Germinal-center derived, somatically hypermutated ­Plasmodium-specific IgM+ memory B cells are optimally responsive to a secondary blood stage malaria infection

Abstract

Abstract Humoral immunity consists of pre-existing antibodies expressed by long-lived plasma cells and rapidly reactive memory B cells (MBCs). Secondary responses by MBCs traditionally are thought to involve the production of class-switched, high affinity antibodies that can neutralize an invading pathogen if pre-existing antibody concentrations are not sufficient to control infection. In infections with high pathogen loads, like blood stage malaria, MBC induction may therefore be critical and has been correlated with protection. What types of MBCs are important for mediating this protection remains unknown.
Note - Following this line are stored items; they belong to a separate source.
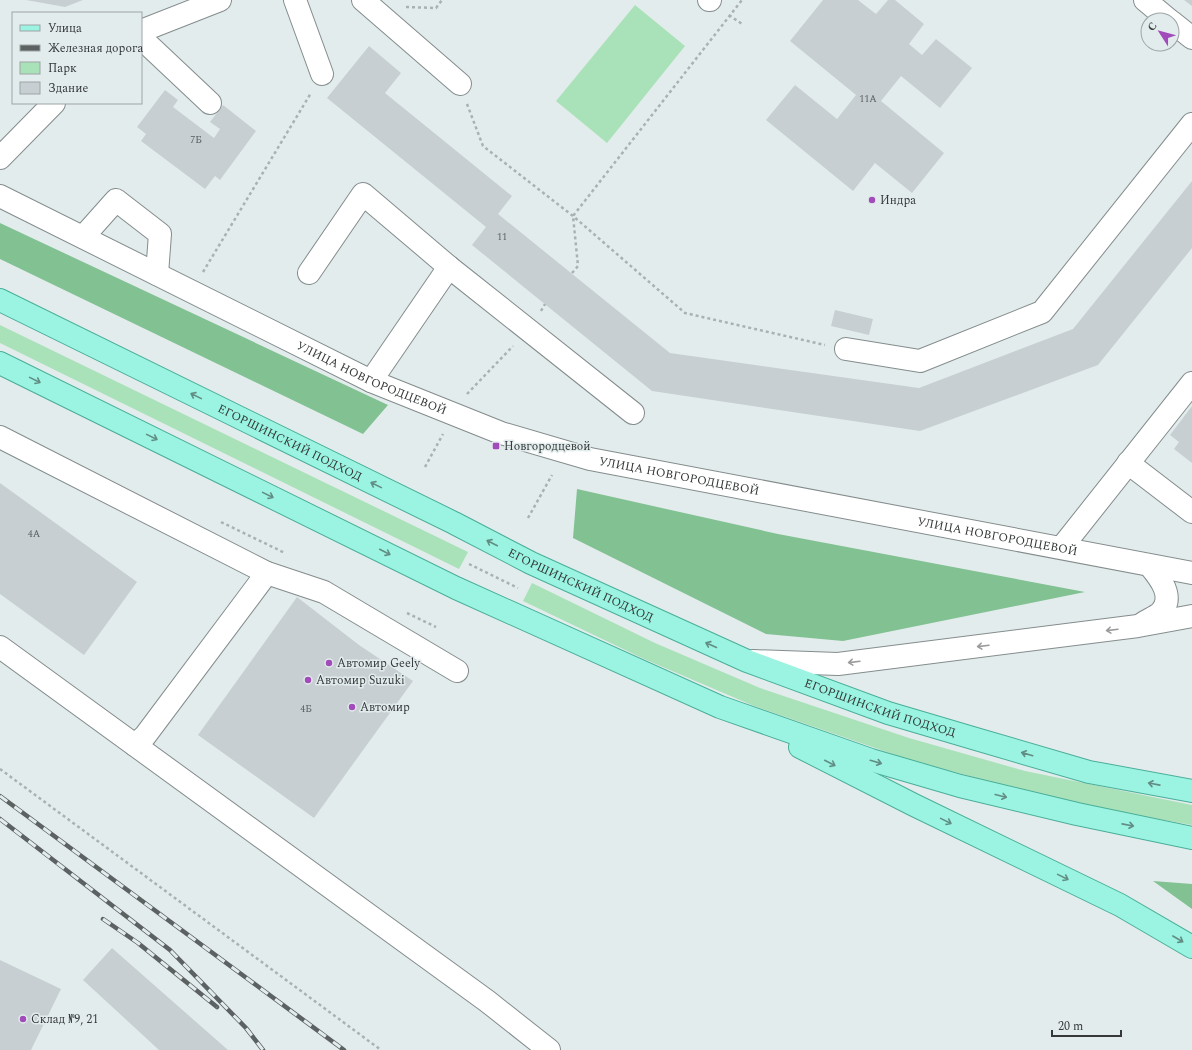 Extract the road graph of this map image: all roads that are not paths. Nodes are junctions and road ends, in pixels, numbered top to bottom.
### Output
1 (220, 0) edge
2 (295, 0) edge
3 (363, 0) edge
4 (1145, 0) edge
5 (1160, 12) edge
6 (1180, 28) edge
7 (142, 31) edge
8 (1192, 38) edge
9 (142, 39) edge
10 (322, 74) road end
11 (460, 84) road end
12 (210, 103) dead end
13 (53, 104) edge
14 (1192, 124) edge
15 (0, 158) edge
16 (0, 196) edge
17 (83, 237) junction
18 (449, 267) junction
19 (308, 273) dead end
20 (157, 274) junction
21 (0, 300) edge
22 (846, 349) road end
23 (0, 363) edge
24 (371, 381) junction
25 (1192, 383) edge
26 (633, 413) dead end
27 (0, 437) edge
28 (1128, 463) junction
29 (1192, 512) edge
30 (1062, 547) junction
31 (1150, 566) junction
32 (267, 573) junction
33 (1192, 573) edge
34 (1192, 616) edge
35 (1138, 626) junction
36 (0, 647) edge
37 (747, 661) junction
38 (457, 671) dead end
39 (720, 707) junction
40 (135, 745) junction
41 (1192, 791) edge
42 (1192, 838) edge
43 (1192, 947) edge
44 (549, 1050) edge

1 - 7 street
2 - 10 street
3 - 11 street
4 - 5 street
6 - 8 street
9 - 12 street
13 - 15 street
14 - 22 street
16 - 17 street, УЛИЦА НОВГОРОДЦЕВОЙ
17 - 20 street, УЛИЦА НОВГОРОДЦЕВОЙ
17 - 20 street
18 - 19 street
18 - 24 street
18 - 26 street
20 - 24 street, УЛИЦА НОВГОРОДЦЕВОЙ
37 -> 21 main road, ЕГОРШИНСКИЙ ПОДХОД
23 -> 39 main road
24 - 30 street, УЛИЦА НОВГОРОДЦЕВОЙ
25 - 28 street
27 - 32 street
28 - 29 street
28 - 30 street
30 - 31 street, УЛИЦА НОВГОРОДЦЕВОЙ
31 - 33 street, УЛИЦА НОВГОРОДЦЕВОЙ
31 - 35 street
32 - 38 street
32 - 40 street
34 - 35 street
35 -> 37 street
36 - 40 street
41 -> 37 main road, ЕГОРШИНСКИЙ ПОДХОД
39 -> 42 main road
39 -> 43 main road
40 - 44 street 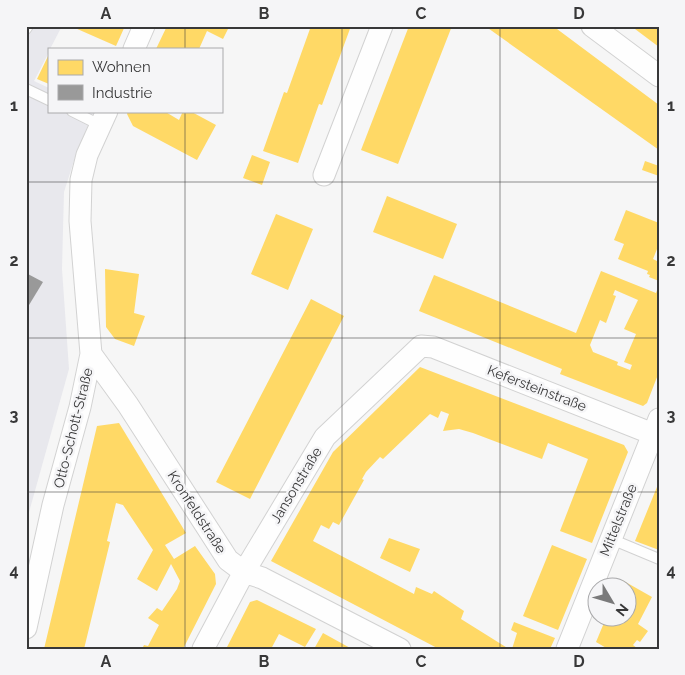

Recent studies have expanded upon conventional MBC paradigms and phenotypically and functionally heterogeneous MBCs have been described in mice and humans. To gain insight into the types of MBCs that form and function during primary and secondary Plasmodium infection, we developed a novel B cell tetramer against the Plasmodium blood stage protein, Merozoite Surface Protein 1 (MSP1). In a murine model of Plasmodium infection three distinct MSP1-specific MBCs form: an IgG+, IgD+ and IgM+population, which are all maintained for long periods of time. These three subsets are phenotypically and genetically distinct, have different developmental histories and respond to a secondary iRBC challenge in unique ways. Remarkably, somatically hypermutated MSP1-specific IgM+ MBCs outcompete IgG+ MBCs early during a secondary challenge resulting in the expansion of newly formed plasmablasts and increased levels of serum MSP1-specific IgM antibodies. As a result, this study highlights a previously unrecognized role for IgM+ MBCs during an infection and should be considered a target population when developing an anti-malarial vaccine.